Provided entries.
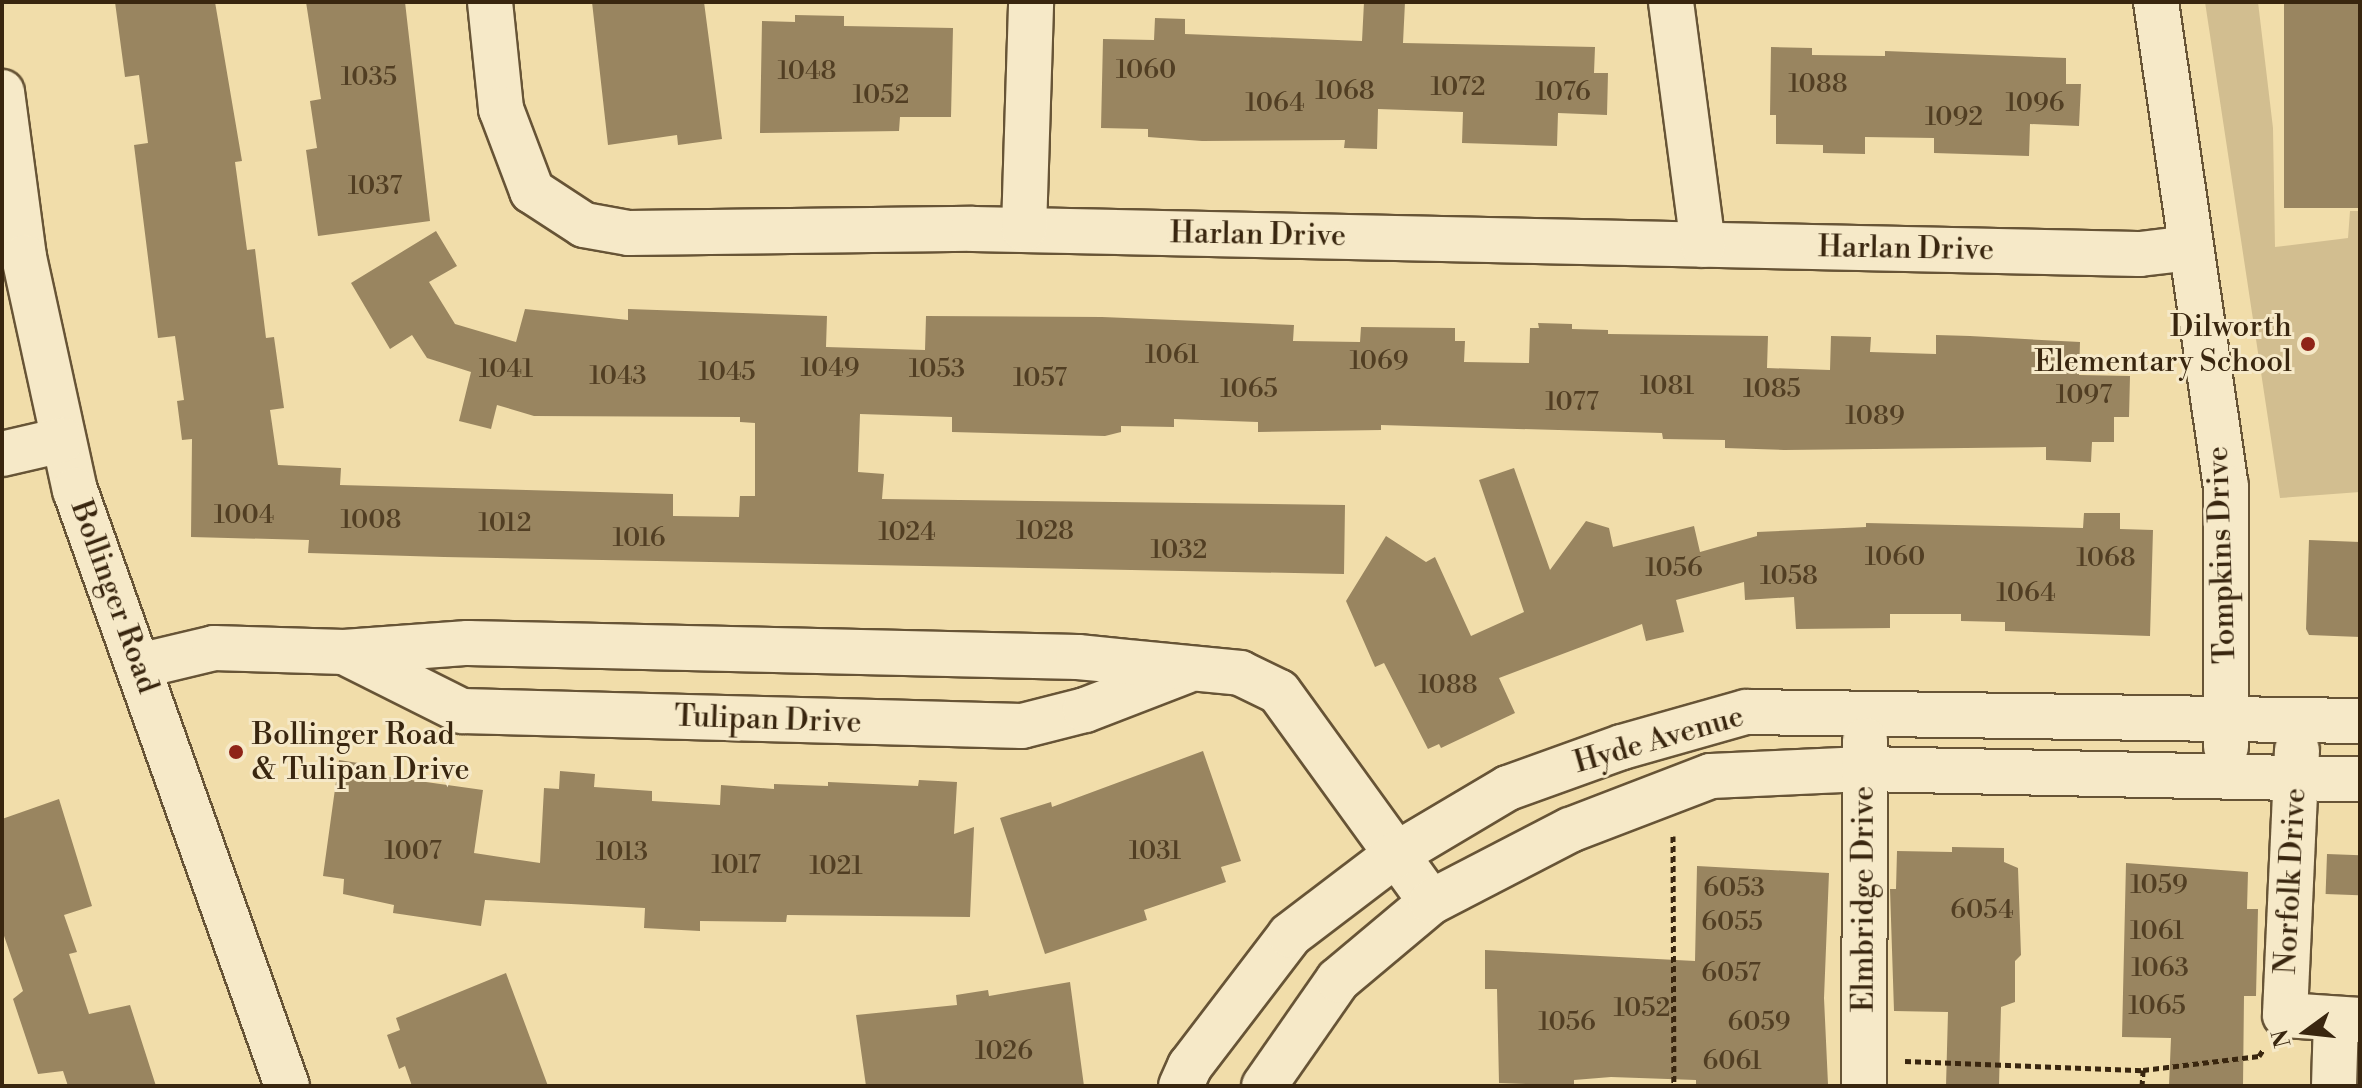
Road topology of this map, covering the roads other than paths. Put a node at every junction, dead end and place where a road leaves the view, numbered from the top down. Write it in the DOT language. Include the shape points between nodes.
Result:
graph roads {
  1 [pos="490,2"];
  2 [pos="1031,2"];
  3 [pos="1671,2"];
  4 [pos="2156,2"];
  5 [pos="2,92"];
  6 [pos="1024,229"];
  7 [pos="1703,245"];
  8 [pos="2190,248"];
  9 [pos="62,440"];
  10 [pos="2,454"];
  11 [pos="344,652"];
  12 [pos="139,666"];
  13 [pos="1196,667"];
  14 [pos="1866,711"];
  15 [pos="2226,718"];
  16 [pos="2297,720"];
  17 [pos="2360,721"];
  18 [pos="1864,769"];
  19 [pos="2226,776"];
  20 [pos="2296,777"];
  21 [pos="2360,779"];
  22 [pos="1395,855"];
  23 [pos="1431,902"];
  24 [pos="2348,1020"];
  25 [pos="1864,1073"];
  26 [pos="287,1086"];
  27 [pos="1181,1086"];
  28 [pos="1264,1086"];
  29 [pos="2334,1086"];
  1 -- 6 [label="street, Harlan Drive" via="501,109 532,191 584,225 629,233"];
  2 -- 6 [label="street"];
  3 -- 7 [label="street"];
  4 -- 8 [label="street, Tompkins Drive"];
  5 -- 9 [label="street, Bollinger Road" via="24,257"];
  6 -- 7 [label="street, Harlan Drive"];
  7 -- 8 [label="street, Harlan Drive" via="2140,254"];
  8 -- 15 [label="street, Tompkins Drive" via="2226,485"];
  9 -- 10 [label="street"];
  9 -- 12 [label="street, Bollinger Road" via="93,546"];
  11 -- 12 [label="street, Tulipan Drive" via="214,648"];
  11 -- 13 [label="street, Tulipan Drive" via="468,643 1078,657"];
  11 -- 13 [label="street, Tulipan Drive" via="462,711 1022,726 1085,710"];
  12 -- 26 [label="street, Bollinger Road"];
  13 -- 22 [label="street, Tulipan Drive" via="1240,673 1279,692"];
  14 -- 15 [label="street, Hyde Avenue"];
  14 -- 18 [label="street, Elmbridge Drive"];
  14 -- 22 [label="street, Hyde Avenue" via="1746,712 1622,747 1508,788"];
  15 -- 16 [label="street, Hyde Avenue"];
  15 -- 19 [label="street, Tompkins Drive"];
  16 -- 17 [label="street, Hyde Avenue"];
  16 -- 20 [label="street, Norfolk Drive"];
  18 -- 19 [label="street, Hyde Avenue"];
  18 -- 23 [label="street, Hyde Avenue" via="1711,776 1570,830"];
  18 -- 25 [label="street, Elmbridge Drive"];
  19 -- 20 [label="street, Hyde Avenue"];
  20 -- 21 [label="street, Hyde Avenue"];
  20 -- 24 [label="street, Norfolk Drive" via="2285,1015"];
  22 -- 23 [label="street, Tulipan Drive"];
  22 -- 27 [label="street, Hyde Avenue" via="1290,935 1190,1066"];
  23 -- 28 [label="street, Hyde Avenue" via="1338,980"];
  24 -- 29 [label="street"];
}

--

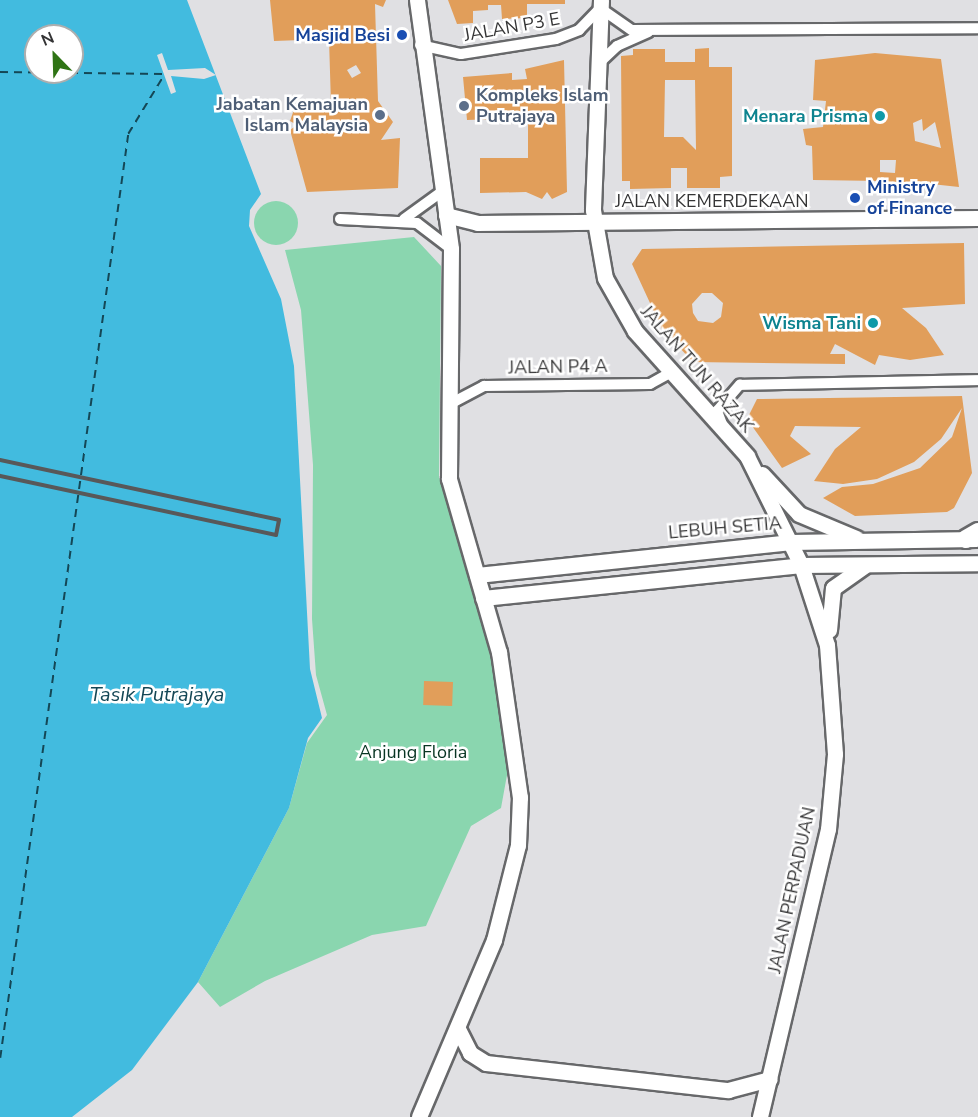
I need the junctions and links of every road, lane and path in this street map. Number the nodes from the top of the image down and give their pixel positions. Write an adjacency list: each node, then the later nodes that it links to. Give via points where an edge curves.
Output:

--

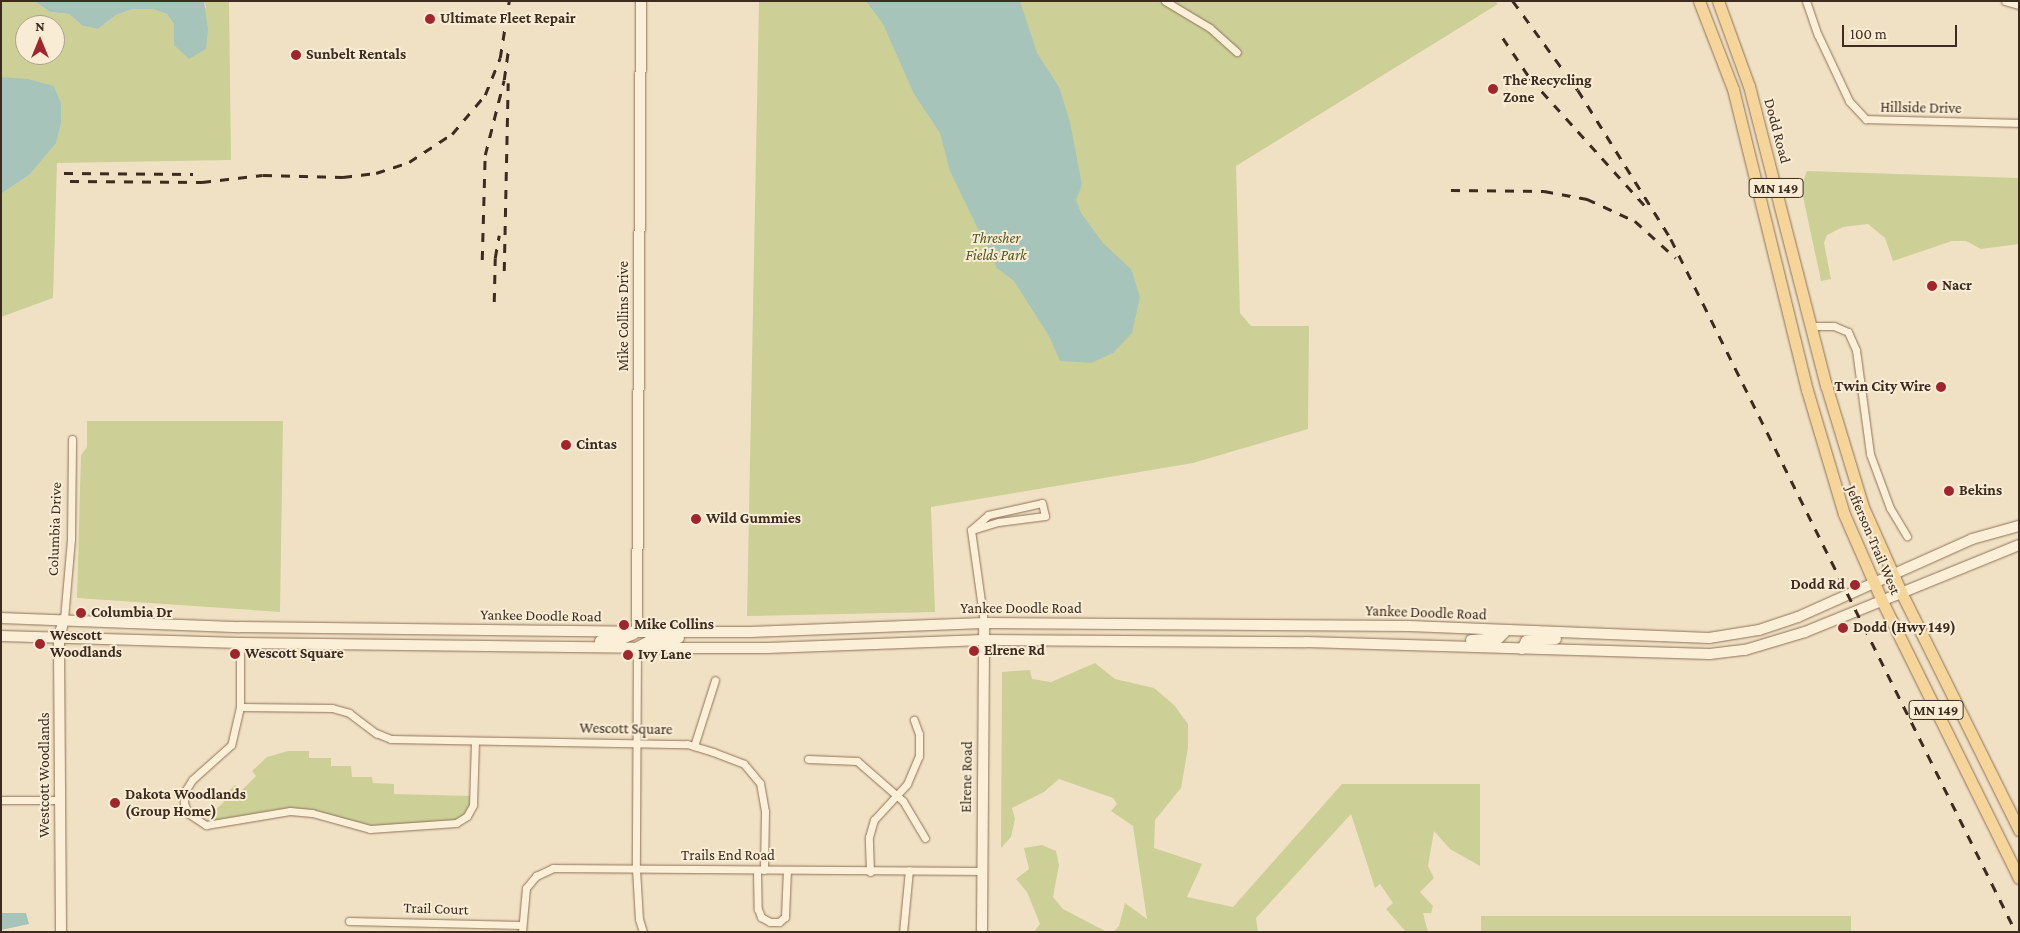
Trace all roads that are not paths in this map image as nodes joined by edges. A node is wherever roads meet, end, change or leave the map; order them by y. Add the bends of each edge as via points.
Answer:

Activity. Read through the material above, and whenever a line contains "that", copy it.

Solution below.
I need the junctions and links of every road, lane and path in this street map. Number the nodes from the top of the image down and give their pixel positions. Write an adjacency list: each node, then the later nodes that it links to. Give via points where an edge curves.
Trace all roads that are not paths in this map image as nodes joined by edges. A node is wherever roads meet, end, change or leave the map; order them by y. Add the bends of each edge as via points.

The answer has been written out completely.